> YOUR GOAL: Check every line below for the string "edges", and copy the lines that contain it.
^^^^^^^^
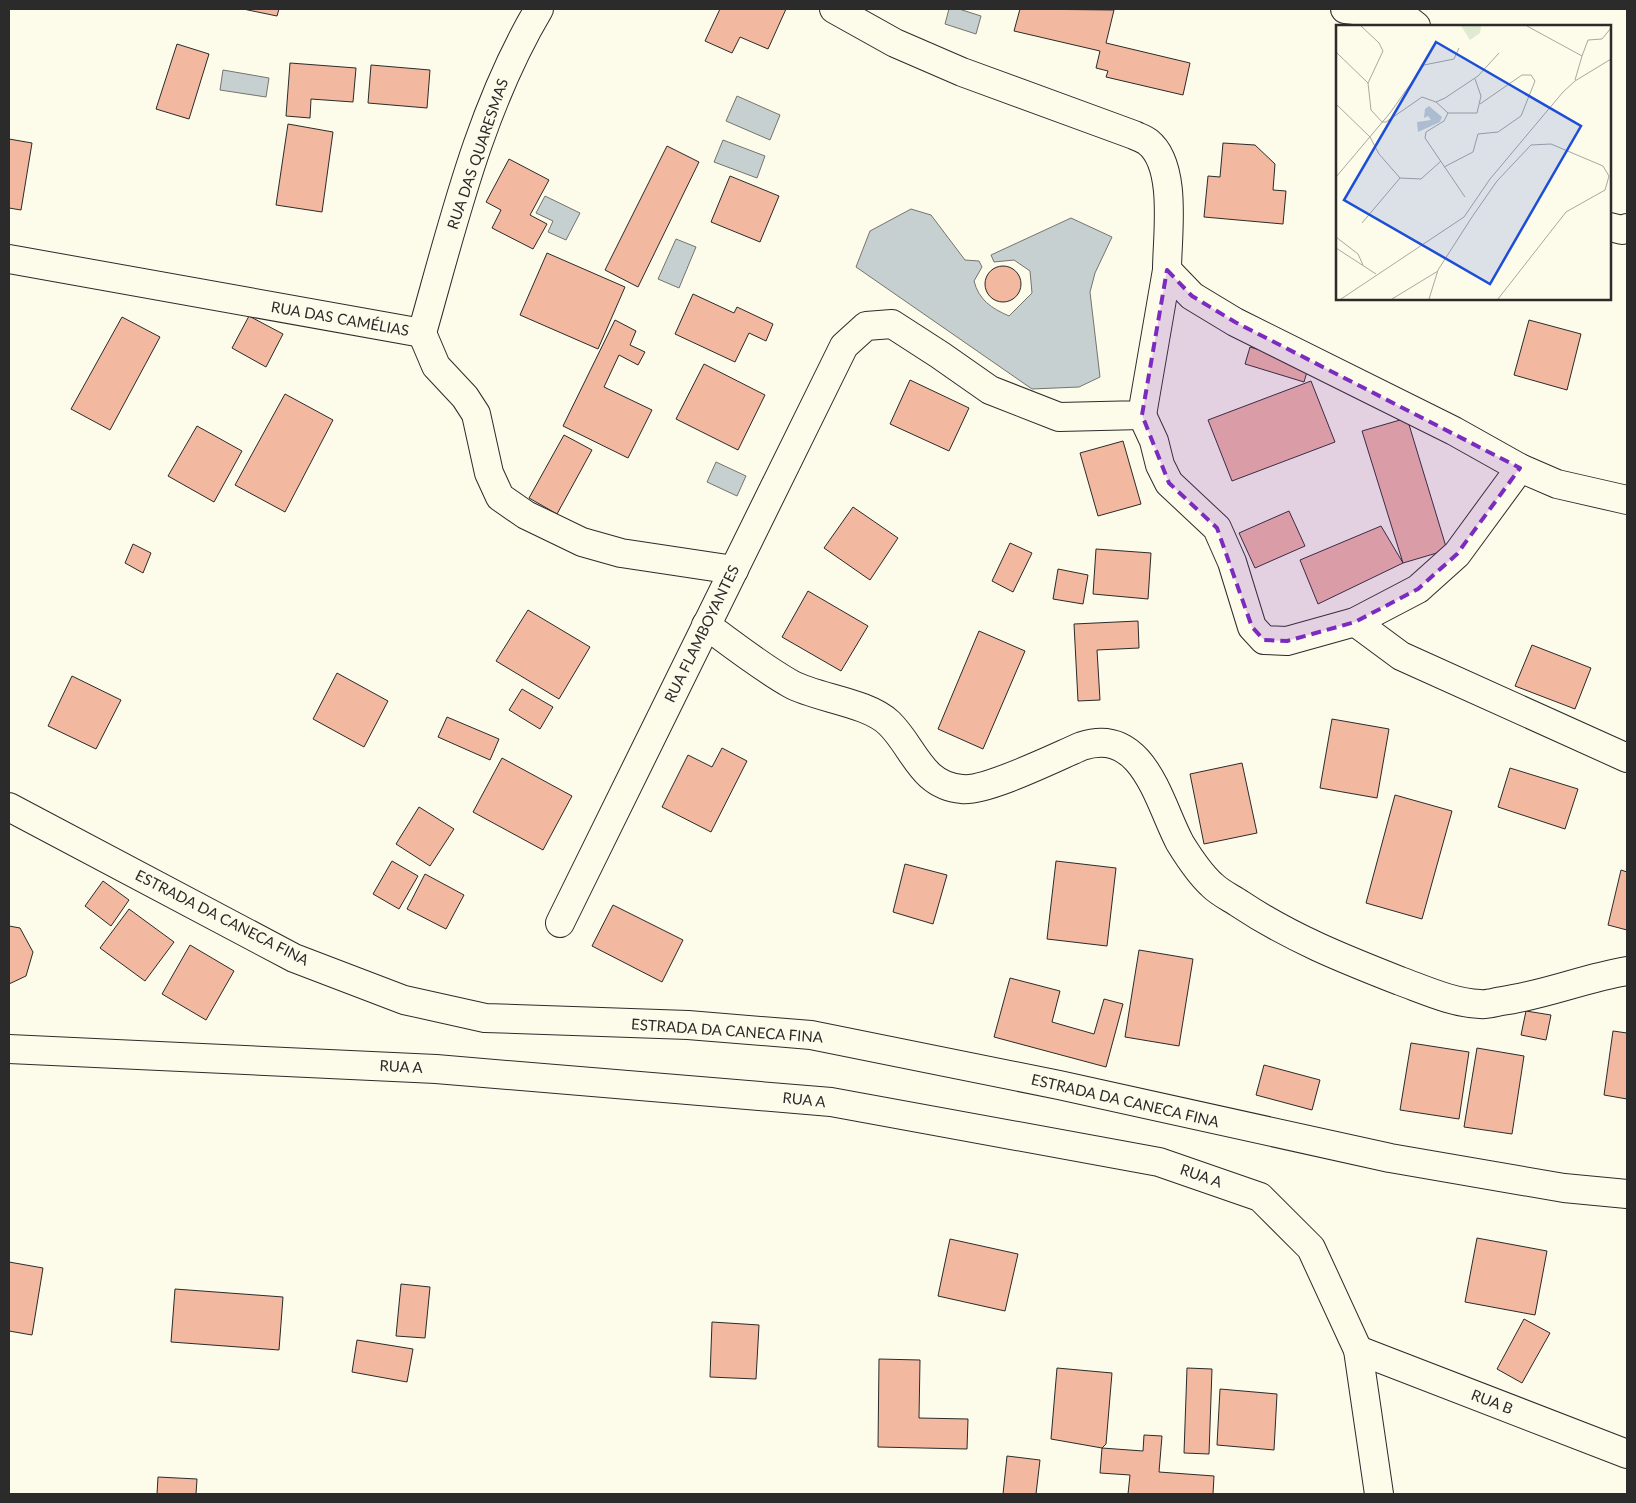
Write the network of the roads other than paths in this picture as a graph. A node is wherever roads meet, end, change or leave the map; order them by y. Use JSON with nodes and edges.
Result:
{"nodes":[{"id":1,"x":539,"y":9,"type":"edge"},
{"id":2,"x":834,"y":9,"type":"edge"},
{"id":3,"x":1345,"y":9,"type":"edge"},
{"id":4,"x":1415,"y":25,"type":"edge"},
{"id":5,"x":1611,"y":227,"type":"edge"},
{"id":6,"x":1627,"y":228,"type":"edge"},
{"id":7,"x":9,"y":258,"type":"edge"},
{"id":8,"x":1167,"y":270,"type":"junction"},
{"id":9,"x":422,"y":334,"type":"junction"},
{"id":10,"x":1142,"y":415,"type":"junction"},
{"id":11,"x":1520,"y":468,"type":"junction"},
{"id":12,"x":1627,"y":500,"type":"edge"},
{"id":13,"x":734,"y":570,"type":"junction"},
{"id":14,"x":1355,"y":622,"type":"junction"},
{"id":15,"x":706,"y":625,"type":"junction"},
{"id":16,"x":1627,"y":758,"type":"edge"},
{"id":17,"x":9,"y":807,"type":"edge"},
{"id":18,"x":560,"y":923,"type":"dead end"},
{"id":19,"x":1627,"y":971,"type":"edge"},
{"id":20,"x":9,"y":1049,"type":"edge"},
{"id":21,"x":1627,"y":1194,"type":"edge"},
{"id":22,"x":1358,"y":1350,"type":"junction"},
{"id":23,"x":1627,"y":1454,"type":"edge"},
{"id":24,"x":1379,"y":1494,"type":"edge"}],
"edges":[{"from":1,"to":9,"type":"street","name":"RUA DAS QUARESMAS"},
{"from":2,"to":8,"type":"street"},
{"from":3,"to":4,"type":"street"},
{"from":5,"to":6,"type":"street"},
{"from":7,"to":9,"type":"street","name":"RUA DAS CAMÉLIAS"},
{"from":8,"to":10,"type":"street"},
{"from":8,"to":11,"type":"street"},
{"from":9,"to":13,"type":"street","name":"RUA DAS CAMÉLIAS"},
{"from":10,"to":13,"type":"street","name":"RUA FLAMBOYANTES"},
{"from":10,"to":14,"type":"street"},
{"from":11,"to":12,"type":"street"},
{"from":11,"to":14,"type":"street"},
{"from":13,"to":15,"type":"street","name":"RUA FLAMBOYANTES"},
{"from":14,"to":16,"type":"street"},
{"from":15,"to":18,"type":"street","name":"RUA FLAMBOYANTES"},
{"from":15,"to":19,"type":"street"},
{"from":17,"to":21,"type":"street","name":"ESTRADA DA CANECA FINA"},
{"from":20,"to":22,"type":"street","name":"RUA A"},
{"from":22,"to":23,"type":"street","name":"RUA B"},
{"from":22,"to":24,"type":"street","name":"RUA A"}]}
^^^^^^^^
> WRITTEN RESPONSE:
Write the network of the roads other than paths in this picture as a graph. A node is wherever roads meet, end, change or leave the map; order them by y. Use JSON with nodes and edges.
"edges":[{"from":1,"to":9,"type":"street","name":"RUA DAS QUARESMAS"},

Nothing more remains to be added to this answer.